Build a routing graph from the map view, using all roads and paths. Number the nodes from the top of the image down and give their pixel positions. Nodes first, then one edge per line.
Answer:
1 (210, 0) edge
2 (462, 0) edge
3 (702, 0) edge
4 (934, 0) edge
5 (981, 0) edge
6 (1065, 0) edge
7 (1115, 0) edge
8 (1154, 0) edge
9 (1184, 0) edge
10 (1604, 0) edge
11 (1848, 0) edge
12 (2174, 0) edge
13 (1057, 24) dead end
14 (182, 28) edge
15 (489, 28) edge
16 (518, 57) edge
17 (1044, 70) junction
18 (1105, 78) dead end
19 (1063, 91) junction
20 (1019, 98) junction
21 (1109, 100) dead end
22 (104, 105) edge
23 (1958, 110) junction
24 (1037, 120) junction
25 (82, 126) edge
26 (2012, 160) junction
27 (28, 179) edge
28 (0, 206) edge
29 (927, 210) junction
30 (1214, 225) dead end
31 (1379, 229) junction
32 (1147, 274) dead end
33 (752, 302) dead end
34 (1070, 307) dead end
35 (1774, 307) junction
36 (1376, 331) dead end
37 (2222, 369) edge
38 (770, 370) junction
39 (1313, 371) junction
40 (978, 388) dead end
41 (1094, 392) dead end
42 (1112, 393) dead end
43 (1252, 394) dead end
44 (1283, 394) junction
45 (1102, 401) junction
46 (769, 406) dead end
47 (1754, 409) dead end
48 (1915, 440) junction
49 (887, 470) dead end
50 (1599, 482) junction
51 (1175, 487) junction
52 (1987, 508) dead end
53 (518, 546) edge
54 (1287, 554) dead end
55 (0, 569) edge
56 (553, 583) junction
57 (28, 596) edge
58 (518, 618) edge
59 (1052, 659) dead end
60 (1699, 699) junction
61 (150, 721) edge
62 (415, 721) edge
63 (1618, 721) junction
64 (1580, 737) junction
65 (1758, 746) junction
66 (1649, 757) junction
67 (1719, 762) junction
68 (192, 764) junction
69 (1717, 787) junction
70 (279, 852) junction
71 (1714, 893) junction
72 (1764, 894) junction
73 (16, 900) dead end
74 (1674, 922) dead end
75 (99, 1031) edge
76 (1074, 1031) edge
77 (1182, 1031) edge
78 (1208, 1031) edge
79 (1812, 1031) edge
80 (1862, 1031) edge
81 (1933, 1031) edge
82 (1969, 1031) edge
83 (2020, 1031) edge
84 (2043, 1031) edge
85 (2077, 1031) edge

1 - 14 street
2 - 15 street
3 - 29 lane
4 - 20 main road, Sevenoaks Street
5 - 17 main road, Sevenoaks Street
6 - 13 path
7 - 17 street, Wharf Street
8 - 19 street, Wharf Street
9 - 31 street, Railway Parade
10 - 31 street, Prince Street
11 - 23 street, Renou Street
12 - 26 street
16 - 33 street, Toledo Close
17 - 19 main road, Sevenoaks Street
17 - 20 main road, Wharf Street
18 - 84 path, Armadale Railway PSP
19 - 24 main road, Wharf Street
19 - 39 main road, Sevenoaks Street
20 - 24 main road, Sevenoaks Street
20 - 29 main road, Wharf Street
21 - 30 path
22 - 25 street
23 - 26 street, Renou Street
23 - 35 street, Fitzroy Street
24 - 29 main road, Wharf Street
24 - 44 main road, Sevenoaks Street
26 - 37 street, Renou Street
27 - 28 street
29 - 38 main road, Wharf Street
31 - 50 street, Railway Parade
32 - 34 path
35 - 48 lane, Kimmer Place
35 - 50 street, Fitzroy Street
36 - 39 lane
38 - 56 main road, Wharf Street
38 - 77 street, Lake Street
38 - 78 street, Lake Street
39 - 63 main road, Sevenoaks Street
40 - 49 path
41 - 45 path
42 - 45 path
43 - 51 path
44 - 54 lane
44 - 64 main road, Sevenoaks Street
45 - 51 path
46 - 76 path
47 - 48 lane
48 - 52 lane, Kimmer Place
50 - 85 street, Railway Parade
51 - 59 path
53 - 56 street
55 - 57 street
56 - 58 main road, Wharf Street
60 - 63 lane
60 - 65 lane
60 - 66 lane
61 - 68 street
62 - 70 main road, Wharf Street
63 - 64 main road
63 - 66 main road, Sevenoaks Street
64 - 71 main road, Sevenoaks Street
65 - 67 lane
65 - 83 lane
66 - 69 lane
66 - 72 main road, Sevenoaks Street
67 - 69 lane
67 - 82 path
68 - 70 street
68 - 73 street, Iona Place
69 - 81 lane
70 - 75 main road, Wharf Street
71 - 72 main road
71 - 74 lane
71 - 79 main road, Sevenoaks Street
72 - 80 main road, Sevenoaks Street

********************

» **ASSIGNMENT**: Prepare a faithful transcription of the material above, with nothing altered.

» **SOLUTION TO THIS EXERCISE**:
Build a routing graph from the map view, using all roads and paths. Number the nodes from the top of the image down and give their pixel positions. Nodes first, then one edge per line.
Answer:
1 (210, 0) edge
2 (462, 0) edge
3 (702, 0) edge
4 (934, 0) edge
5 (981, 0) edge
6 (1065, 0) edge
7 (1115, 0) edge
8 (1154, 0) edge
9 (1184, 0) edge
10 (1604, 0) edge
11 (1848, 0) edge
12 (2174, 0) edge
13 (1057, 24) dead end
14 (182, 28) edge
15 (489, 28) edge
16 (518, 57) edge
17 (1044, 70) junction
18 (1105, 78) dead end
19 (1063, 91) junction
20 (1019, 98) junction
21 (1109, 100) dead end
22 (104, 105) edge
23 (1958, 110) junction
24 (1037, 120) junction
25 (82, 126) edge
26 (2012, 160) junction
27 (28, 179) edge
28 (0, 206) edge
29 (927, 210) junction
30 (1214, 225) dead end
31 (1379, 229) junction
32 (1147, 274) dead end
33 (752, 302) dead end
34 (1070, 307) dead end
35 (1774, 307) junction
36 (1376, 331) dead end
37 (2222, 369) edge
38 (770, 370) junction
39 (1313, 371) junction
40 (978, 388) dead end
41 (1094, 392) dead end
42 (1112, 393) dead end
43 (1252, 394) dead end
44 (1283, 394) junction
45 (1102, 401) junction
46 (769, 406) dead end
47 (1754, 409) dead end
48 (1915, 440) junction
49 (887, 470) dead end
50 (1599, 482) junction
51 (1175, 487) junction
52 (1987, 508) dead end
53 (518, 546) edge
54 (1287, 554) dead end
55 (0, 569) edge
56 (553, 583) junction
57 (28, 596) edge
58 (518, 618) edge
59 (1052, 659) dead end
60 (1699, 699) junction
61 (150, 721) edge
62 (415, 721) edge
63 (1618, 721) junction
64 (1580, 737) junction
65 (1758, 746) junction
66 (1649, 757) junction
67 (1719, 762) junction
68 (192, 764) junction
69 (1717, 787) junction
70 (279, 852) junction
71 (1714, 893) junction
72 (1764, 894) junction
73 (16, 900) dead end
74 (1674, 922) dead end
75 (99, 1031) edge
76 (1074, 1031) edge
77 (1182, 1031) edge
78 (1208, 1031) edge
79 (1812, 1031) edge
80 (1862, 1031) edge
81 (1933, 1031) edge
82 (1969, 1031) edge
83 (2020, 1031) edge
84 (2043, 1031) edge
85 (2077, 1031) edge

1 - 14 street
2 - 15 street
3 - 29 lane
4 - 20 main road, Sevenoaks Street
5 - 17 main road, Sevenoaks Street
6 - 13 path
7 - 17 street, Wharf Street
8 - 19 street, Wharf Street
9 - 31 street, Railway Parade
10 - 31 street, Prince Street
11 - 23 street, Renou Street
12 - 26 street
16 - 33 street, Toledo Close
17 - 19 main road, Sevenoaks Street
17 - 20 main road, Wharf Street
18 - 84 path, Armadale Railway PSP
19 - 24 main road, Wharf Street
19 - 39 main road, Sevenoaks Street
20 - 24 main road, Sevenoaks Street
20 - 29 main road, Wharf Street
21 - 30 path
22 - 25 street
23 - 26 street, Renou Street
23 - 35 street, Fitzroy Street
24 - 29 main road, Wharf Street
24 - 44 main road, Sevenoaks Street
26 - 37 street, Renou Street
27 - 28 street
29 - 38 main road, Wharf Street
31 - 50 street, Railway Parade
32 - 34 path
35 - 48 lane, Kimmer Place
35 - 50 street, Fitzroy Street
36 - 39 lane
38 - 56 main road, Wharf Street
38 - 77 street, Lake Street
38 - 78 street, Lake Street
39 - 63 main road, Sevenoaks Street
40 - 49 path
41 - 45 path
42 - 45 path
43 - 51 path
44 - 54 lane
44 - 64 main road, Sevenoaks Street
45 - 51 path
46 - 76 path
47 - 48 lane
48 - 52 lane, Kimmer Place
50 - 85 street, Railway Parade
51 - 59 path
53 - 56 street
55 - 57 street
56 - 58 main road, Wharf Street
60 - 63 lane
60 - 65 lane
60 - 66 lane
61 - 68 street
62 - 70 main road, Wharf Street
63 - 64 main road
63 - 66 main road, Sevenoaks Street
64 - 71 main road, Sevenoaks Street
65 - 67 lane
65 - 83 lane
66 - 69 lane
66 - 72 main road, Sevenoaks Street
67 - 69 lane
67 - 82 path
68 - 70 street
68 - 73 street, Iona Place
69 - 81 lane
70 - 75 main road, Wharf Street
71 - 72 main road
71 - 74 lane
71 - 79 main road, Sevenoaks Street
72 - 80 main road, Sevenoaks Street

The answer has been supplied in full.